On Friday, Jan. 12, Chancellor Kim Wilcox received a $370,000 donation for the Young Oak Kim (YOK) Center for Korean American Studies at the UC Riverside. The donation was given by Dr. Myung Ki Hong, founder of Dura Coat Products, a Riverside-based oil coating company, and long time activist for Korean American empowerment.

Dr. Hong grew up in South Korea, but moved to the US to study chemistry at the University of California, Los Angeles. In 1959, Hong graduated with a degree in chemistry. Hong became the founder of Dura Coat Products in 1989, which creates tube and coil coating products that were not only more efficient, but were also eco-friendly, producing less volatile organic compound (VOC) pollutants. After the 1992 Los Angeles riots, Dr. Hong became more openly involved in the Korean American community, funding the statue of Dosan Ahn Chang Ho, a Korean independence activist, located in downtown Riverside, and donating $2 million to the UCLA Department of Chemistry and Biochemistry for two endowed professorships, which supports a professor’s research.

The institute was named after Colonel Young Oak Kim, the only Korean American officer to serve in a predominantly Japanese American World War II unit. The institute focuses not only on Korean American empowerment, but the ability to “bridge ethnic and generational gaps,” according to the center’s website. The YOK Center studies the history of the Korean diaspora, focusing on those who arrived in the United States; how Korean Americans play into helping unite the North and South Korea and analyzing how the identity of Korean Americans were affected by the 1992 Los Angeles Riots.

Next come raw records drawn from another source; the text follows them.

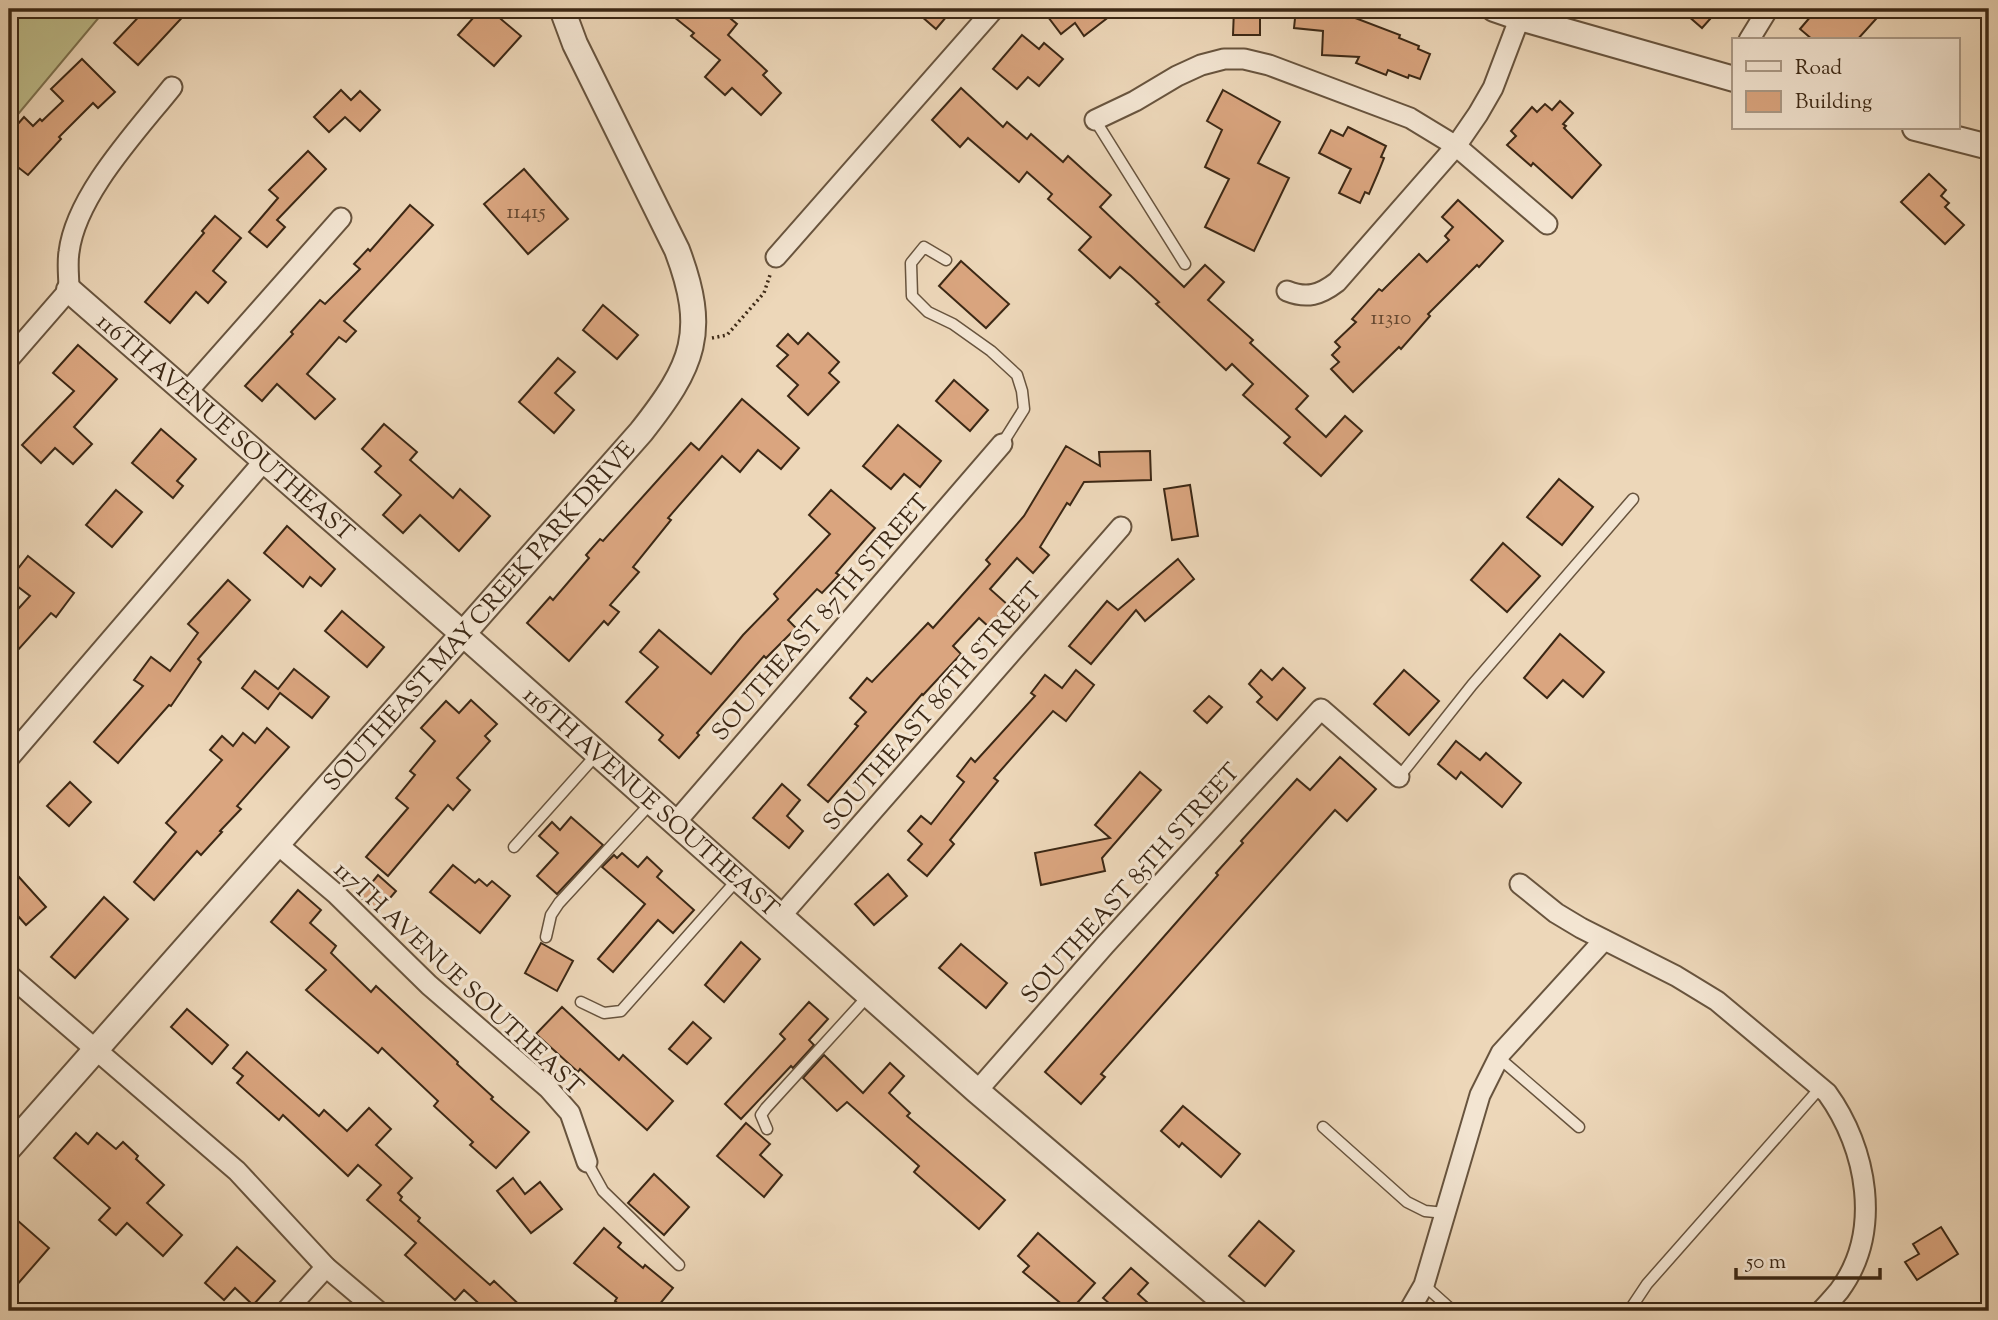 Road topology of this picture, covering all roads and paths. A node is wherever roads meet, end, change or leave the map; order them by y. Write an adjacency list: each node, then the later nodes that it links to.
1 (562, 9): 20 (street, SOUTHEAST MAY CREEK PARK DRIVE)
2 (994, 9): 15 (street)
3 (1494, 9): 5 (street)
4 (1768, 9): 6 (street)
5 (1522, 14): 7 (street); 11 (street)
6 (1750, 38)
7 (1732, 78)
8 (172, 87): 18 (street)
9 (1096, 120): 11 (street); 17 (lane)
10 (1923, 130): 12 (street)
11 (1456, 146): 14 (street); 19 (street)
12 (1989, 147)
13 (341, 218): 22 (street)
14 (1546, 224)
15 (776, 257): 20 (path)
16 (946, 260): 23 (lane)
17 (1185, 264)
18 (69, 290): 21 (street); 22 (street, 116TH AVENUE SOUTHEAST)
19 (1287, 291)
20 (691, 342): 27 (street, SOUTHEAST MAY CREEK PARK DRIVE)
21 (9, 359)
22 (187, 392): 24 (street, 116TH AVENUE SOUTHEAST)
23 (1002, 444): 32 (street, SOUTHEAST 87TH STREET)
24 (264, 461): 27 (street, 116TH AVENUE SOUTHEAST); 29 (street)
25 (1633, 499): 30 (lane)
26 (1121, 527): 37 (street, SOUTHEAST 86TH STREET)
27 (463, 634): 28 (street, 116TH AVENUE SOUTHEAST); 33 (street, SOUTHEAST MAY CREEK PARK DRIVE)
28 (597, 753): 31 (street, 116TH AVENUE SOUTHEAST); 34 (lane)
29 (9, 758)
30 (1399, 777): 46 (street, SOUTHEAST 85TH STREET)
31 (652, 802): 32 (street, 116TH AVENUE SOUTHEAST); 38 (lane)
32 (675, 822): 35 (street, 116TH AVENUE SOUTHEAST)
33 (277, 844): 43 (street, SOUTHEAST MAY CREEK PARK DRIVE); 51 (street, 117TH AVENUE SOUTHEAST)
34 (514, 847)
35 (737, 879): 37 (street, 116TH AVENUE SOUTHEAST); 42 (lane)
36 (1520, 884): 39 (street)
37 (780, 917): 41 (street, 116TH AVENUE SOUTHEAST)
38 (546, 937)
39 (1604, 940): 44 (street); 45 (street)
40 (9, 975): 43 (street)
41 (869, 995): 46 (street, 116TH AVENUE SOUTHEAST); 49 (lane)
42 (581, 1002)
43 (95, 1050): 50 (street, SOUTHEAST MAY CREEK PARK DRIVE); 54 (street)
44 (1498, 1057): 48 (lane); 52 (street)
45 (1820, 1087): 61 (lane); 62 (street)
46 (977, 1091): 58 (street, 116TH AVENUE SOUTHEAST)
47 (1323, 1127): 52 (lane)
48 (1579, 1127)
49 (766, 1129)
50 (9, 1148)
51 (587, 1163): 53 (lane)
52 (1445, 1213): 55 (street)
53 (679, 1265)
54 (326, 1267): 56 (street); 57 (street)
55 (1424, 1285): 59 (street); 60 (lane)
56 (286, 1311)
57 (377, 1311)
58 (1235, 1311)
59 (1409, 1311)
60 (1453, 1311)
61 (1629, 1311)
62 (1821, 1311)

With the donation given by Dr. Hong, the YOK Center will set up a program structured toward youth, which would fly students from Young Oak Middle School (the first middle school in Los Angeles to name itself after a Korean American) to Washington D.C. to learn the mechanics behind democracy.

YOK Center Director Dr. Edward Taehan Chang, researcher Crystal Baik and Carol Park, researcher at the YOK Center and writer of “Memoir of a Cashier: Korean Americans, Racism, and Riots” did not respond to a request for comment.

The YOK Center is located in CHASS INTN 4031.